What you should do
Your task is to repeat the entries underneath exactly, minus the pictures.

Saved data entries
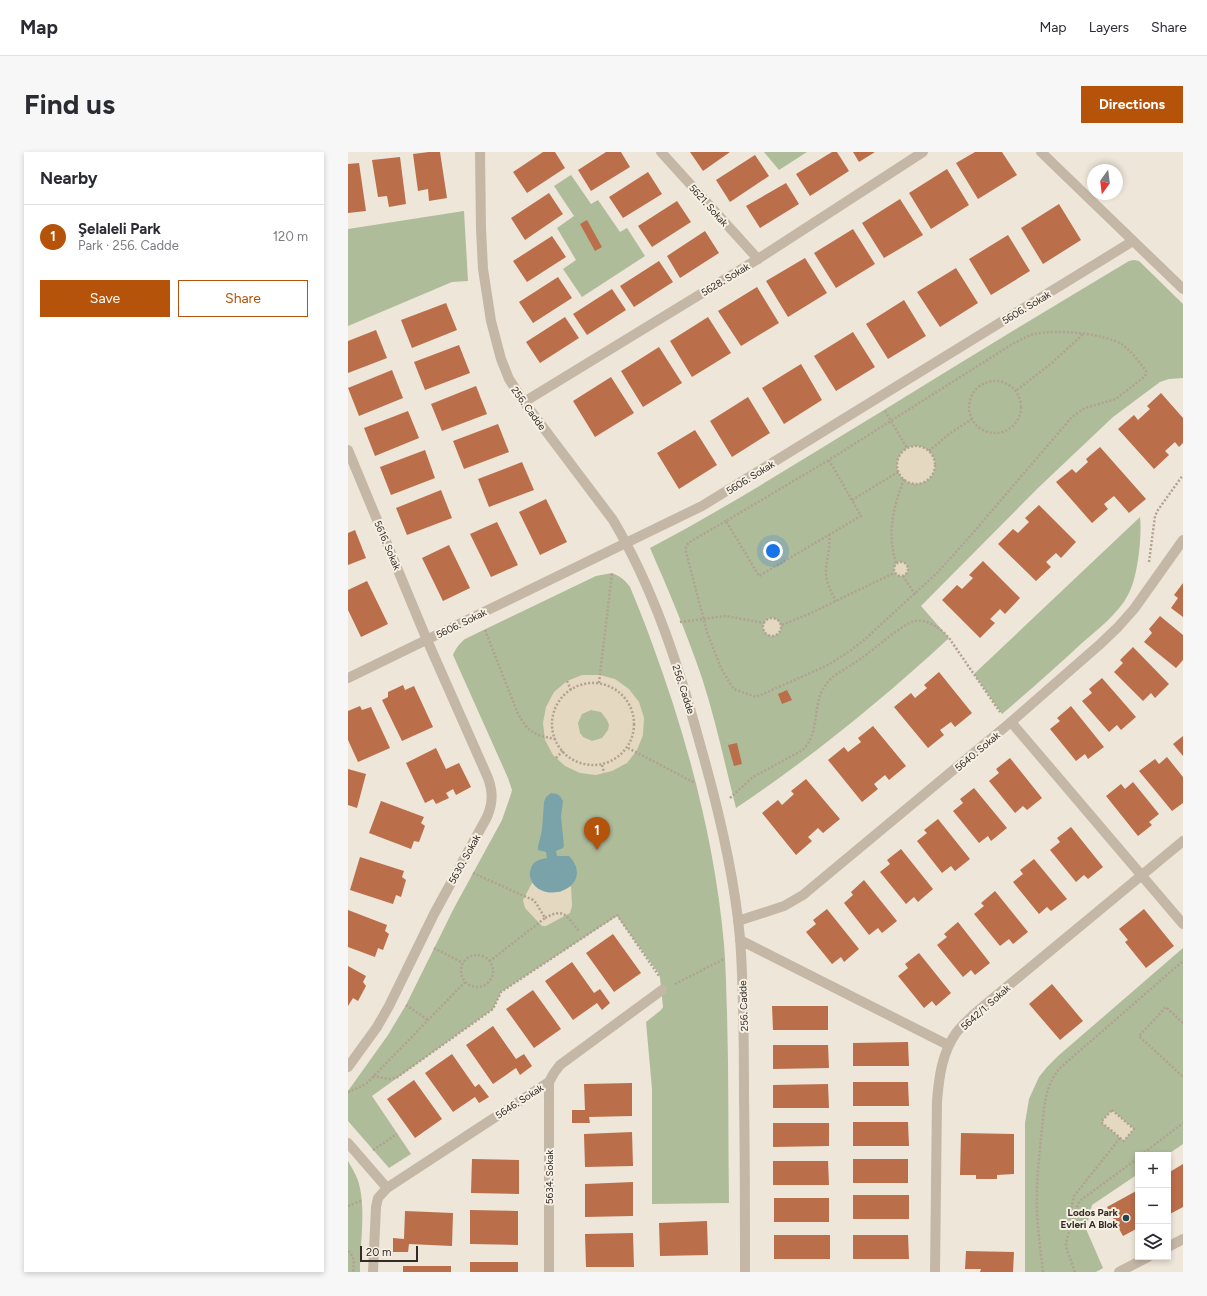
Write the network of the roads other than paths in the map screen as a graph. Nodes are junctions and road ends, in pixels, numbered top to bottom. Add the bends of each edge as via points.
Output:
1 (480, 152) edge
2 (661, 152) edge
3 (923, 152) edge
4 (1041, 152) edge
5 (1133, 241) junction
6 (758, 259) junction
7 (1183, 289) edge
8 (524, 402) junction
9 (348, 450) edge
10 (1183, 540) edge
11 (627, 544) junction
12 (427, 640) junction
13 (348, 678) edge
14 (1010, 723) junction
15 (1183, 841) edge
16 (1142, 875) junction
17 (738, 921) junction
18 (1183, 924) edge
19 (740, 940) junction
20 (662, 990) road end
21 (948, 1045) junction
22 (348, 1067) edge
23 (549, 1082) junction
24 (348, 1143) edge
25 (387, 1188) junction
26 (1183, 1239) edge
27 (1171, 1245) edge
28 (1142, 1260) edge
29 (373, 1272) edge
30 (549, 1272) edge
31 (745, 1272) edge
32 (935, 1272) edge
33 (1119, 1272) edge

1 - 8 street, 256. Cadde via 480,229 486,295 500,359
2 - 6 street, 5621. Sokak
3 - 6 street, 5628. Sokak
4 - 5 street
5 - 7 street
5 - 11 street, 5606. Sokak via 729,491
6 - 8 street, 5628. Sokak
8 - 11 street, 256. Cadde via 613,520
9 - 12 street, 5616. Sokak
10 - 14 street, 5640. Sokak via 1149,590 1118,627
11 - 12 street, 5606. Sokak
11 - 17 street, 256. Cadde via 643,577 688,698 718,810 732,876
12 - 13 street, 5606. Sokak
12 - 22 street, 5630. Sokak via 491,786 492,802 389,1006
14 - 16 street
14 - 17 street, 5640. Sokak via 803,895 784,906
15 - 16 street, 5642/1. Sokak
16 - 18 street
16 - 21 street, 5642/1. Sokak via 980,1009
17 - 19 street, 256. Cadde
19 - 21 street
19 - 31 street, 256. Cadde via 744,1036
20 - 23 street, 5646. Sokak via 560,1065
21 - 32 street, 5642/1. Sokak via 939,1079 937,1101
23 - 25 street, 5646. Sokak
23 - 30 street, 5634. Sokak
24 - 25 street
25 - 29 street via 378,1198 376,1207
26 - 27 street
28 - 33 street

Task answer
Write the network of the roads other than paths in the map screen as a graph. Nodes are junctions and road ends, in pixels, numbered top to bottom. Add the bends of each edge as via points.
Output:
1 (480, 152) edge
2 (661, 152) edge
3 (923, 152) edge
4 (1041, 152) edge
5 (1133, 241) junction
6 (758, 259) junction
7 (1183, 289) edge
8 (524, 402) junction
9 (348, 450) edge
10 (1183, 540) edge
11 (627, 544) junction
12 (427, 640) junction
13 (348, 678) edge
14 (1010, 723) junction
15 (1183, 841) edge
16 (1142, 875) junction
17 (738, 921) junction
18 (1183, 924) edge
19 (740, 940) junction
20 (662, 990) road end
21 (948, 1045) junction
22 (348, 1067) edge
23 (549, 1082) junction
24 (348, 1143) edge
25 (387, 1188) junction
26 (1183, 1239) edge
27 (1171, 1245) edge
28 (1142, 1260) edge
29 (373, 1272) edge
30 (549, 1272) edge
31 (745, 1272) edge
32 (935, 1272) edge
33 (1119, 1272) edge

1 - 8 street, 256. Cadde via 480,229 486,295 500,359
2 - 6 street, 5621. Sokak
3 - 6 street, 5628. Sokak
4 - 5 street
5 - 7 street
5 - 11 street, 5606. Sokak via 729,491
6 - 8 street, 5628. Sokak
8 - 11 street, 256. Cadde via 613,520
9 - 12 street, 5616. Sokak
10 - 14 street, 5640. Sokak via 1149,590 1118,627
11 - 12 street, 5606. Sokak
11 - 17 street, 256. Cadde via 643,577 688,698 718,810 732,876
12 - 13 street, 5606. Sokak
12 - 22 street, 5630. Sokak via 491,786 492,802 389,1006
14 - 16 street
14 - 17 street, 5640. Sokak via 803,895 784,906
15 - 16 street, 5642/1. Sokak
16 - 18 street
16 - 21 street, 5642/1. Sokak via 980,1009
17 - 19 street, 256. Cadde
19 - 21 street
19 - 31 street, 256. Cadde via 744,1036
20 - 23 street, 5646. Sokak via 560,1065
21 - 32 street, 5642/1. Sokak via 939,1079 937,1101
23 - 25 street, 5646. Sokak
23 - 30 street, 5634. Sokak
24 - 25 street
25 - 29 street via 378,1198 376,1207
26 - 27 street
28 - 33 street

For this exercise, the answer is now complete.